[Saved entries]
- - - -
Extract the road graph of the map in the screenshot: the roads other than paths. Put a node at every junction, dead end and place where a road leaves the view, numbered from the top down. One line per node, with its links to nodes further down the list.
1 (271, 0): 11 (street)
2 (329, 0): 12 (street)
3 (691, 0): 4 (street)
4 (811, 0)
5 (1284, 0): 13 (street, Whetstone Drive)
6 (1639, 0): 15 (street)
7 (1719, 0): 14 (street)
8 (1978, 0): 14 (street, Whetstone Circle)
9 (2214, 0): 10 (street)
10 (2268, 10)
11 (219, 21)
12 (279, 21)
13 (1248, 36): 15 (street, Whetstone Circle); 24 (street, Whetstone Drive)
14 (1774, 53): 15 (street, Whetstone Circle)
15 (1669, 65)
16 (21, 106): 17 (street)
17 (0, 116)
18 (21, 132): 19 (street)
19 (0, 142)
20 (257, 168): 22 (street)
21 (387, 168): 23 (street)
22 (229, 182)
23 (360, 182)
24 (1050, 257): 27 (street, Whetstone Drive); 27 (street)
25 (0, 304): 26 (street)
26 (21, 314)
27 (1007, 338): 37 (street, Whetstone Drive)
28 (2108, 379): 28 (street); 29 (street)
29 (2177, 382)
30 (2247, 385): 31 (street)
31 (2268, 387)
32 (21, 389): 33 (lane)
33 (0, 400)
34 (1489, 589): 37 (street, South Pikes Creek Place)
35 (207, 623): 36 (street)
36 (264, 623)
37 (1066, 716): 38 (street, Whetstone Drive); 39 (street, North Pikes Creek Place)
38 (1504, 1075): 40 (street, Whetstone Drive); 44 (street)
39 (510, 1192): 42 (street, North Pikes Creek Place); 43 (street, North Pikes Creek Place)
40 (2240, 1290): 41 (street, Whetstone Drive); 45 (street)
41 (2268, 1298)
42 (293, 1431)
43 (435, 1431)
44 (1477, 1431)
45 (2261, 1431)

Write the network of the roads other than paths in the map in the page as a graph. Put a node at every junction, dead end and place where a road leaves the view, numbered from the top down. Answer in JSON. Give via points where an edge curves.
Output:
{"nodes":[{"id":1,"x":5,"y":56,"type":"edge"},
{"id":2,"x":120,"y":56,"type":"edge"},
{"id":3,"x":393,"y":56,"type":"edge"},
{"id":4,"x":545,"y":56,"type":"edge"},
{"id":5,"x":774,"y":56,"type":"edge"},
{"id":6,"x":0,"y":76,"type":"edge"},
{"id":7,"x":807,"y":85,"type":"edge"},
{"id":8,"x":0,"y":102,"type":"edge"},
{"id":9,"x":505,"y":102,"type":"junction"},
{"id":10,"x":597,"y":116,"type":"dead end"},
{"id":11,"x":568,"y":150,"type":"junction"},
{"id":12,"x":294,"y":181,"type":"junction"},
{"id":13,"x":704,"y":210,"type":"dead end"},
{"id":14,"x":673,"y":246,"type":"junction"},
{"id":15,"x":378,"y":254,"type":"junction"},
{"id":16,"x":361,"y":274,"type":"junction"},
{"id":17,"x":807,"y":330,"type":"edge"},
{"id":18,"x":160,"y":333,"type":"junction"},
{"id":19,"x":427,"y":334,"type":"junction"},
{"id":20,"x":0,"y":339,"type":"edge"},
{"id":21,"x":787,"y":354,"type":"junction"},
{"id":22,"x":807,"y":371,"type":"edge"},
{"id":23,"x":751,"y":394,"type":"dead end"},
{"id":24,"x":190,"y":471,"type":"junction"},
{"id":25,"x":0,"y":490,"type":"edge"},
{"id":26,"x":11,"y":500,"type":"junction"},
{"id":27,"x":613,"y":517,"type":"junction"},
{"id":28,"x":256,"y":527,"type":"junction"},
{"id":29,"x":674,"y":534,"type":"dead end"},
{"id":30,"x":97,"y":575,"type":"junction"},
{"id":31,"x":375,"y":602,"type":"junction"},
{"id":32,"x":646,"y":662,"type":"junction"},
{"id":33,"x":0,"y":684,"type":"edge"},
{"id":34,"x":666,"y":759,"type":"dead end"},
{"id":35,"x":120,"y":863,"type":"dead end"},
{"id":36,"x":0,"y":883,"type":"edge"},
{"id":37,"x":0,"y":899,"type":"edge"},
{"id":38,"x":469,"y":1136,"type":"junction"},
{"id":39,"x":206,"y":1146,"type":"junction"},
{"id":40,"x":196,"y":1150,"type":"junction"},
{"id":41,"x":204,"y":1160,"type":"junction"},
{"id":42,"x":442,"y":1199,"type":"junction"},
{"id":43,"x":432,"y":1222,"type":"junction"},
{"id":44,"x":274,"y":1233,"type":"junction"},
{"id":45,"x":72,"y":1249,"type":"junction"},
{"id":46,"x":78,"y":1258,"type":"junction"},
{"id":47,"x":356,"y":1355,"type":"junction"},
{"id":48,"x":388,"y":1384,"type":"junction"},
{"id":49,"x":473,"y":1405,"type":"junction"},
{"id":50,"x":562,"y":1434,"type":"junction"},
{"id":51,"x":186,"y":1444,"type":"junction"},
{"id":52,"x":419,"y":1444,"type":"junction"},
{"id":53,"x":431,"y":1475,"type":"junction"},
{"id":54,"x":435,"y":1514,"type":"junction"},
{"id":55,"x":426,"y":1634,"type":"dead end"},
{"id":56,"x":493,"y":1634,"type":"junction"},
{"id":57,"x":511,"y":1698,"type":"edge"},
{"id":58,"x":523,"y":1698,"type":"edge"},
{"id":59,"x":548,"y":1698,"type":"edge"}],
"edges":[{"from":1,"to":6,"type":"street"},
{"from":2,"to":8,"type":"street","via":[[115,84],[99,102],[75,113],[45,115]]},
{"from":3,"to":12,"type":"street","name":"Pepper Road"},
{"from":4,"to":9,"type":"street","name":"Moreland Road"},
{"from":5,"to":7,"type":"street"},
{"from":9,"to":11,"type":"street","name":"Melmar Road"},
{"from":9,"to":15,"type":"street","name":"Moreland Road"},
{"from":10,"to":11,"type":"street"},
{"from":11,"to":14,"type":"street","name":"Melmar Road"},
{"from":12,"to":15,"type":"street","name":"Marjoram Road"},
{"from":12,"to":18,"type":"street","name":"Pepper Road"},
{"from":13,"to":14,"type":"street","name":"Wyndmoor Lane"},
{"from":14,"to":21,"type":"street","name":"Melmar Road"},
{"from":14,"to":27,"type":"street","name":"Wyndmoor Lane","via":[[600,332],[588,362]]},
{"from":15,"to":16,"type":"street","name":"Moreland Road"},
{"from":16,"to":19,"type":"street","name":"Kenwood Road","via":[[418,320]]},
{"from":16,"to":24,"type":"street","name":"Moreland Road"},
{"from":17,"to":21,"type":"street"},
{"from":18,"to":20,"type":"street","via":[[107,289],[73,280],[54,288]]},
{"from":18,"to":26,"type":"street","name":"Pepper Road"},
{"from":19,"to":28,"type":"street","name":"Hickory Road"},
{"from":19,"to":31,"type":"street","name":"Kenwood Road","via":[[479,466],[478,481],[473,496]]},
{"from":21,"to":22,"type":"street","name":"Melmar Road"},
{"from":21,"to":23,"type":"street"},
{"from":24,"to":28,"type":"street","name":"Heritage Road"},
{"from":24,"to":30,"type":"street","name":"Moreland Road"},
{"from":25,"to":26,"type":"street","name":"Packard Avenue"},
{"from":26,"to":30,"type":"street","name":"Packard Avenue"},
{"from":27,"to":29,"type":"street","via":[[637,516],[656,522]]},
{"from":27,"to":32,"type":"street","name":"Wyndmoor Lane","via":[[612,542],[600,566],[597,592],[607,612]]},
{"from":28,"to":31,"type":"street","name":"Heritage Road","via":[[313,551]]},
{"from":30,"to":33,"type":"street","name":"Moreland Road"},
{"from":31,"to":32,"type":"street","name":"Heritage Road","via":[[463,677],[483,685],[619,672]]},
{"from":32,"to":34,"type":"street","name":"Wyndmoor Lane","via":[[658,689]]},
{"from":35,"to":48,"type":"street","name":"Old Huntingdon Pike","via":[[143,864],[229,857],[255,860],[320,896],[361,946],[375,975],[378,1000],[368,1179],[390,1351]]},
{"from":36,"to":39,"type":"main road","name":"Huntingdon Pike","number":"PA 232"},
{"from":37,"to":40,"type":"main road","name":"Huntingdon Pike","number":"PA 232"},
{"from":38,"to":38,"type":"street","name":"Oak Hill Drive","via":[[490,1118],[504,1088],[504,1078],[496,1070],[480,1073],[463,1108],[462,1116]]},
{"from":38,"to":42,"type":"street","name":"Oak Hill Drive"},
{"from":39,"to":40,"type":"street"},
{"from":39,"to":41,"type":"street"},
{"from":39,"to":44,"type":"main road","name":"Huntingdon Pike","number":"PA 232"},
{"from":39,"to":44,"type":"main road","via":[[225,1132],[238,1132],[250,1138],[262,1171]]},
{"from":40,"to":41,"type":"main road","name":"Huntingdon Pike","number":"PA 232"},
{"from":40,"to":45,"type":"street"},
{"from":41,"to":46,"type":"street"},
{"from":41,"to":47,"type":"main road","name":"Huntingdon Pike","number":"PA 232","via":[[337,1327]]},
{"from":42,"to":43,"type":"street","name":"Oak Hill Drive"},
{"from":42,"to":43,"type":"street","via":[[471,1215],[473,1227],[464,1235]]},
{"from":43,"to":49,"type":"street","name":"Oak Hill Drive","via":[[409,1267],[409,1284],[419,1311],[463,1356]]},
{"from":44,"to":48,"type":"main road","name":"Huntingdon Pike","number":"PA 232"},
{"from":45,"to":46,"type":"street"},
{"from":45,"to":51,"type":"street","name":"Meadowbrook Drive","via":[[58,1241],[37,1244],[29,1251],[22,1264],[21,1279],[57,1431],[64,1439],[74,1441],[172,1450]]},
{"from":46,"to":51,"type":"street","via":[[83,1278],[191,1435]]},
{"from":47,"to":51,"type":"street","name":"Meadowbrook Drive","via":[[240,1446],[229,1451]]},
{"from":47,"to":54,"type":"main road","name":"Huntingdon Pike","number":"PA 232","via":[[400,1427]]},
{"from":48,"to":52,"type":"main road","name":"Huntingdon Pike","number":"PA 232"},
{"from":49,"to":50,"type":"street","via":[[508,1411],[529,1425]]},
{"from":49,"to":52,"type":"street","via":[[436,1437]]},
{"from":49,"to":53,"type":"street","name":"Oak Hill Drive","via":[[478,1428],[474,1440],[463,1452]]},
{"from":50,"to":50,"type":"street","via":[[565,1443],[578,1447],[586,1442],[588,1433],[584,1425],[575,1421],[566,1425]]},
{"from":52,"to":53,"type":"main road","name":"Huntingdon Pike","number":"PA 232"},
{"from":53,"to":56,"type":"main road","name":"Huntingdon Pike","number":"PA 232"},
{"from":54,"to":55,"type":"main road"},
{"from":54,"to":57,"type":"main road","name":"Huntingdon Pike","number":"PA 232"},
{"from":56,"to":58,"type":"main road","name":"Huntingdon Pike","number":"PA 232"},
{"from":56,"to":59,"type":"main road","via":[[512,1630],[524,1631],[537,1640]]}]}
- - - -
Wherever a line in the records contains the word "Hill", copy that line.

** Exercise output **
{"from":38,"to":38,"type":"street","name":"Oak Hill Drive","via":[[490,1118],[504,1088],[504,1078],[496,1070],[480,1073],[463,1108],[462,1116]]},
{"from":38,"to":42,"type":"street","name":"Oak Hill Drive"},
{"from":42,"to":43,"type":"street","name":"Oak Hill Drive"},
{"from":43,"to":49,"type":"street","name":"Oak Hill Drive","via":[[409,1267],[409,1284],[419,1311],[463,1356]]},
{"from":49,"to":53,"type":"street","name":"Oak Hill Drive","via":[[478,1428],[474,1440],[463,1452]]},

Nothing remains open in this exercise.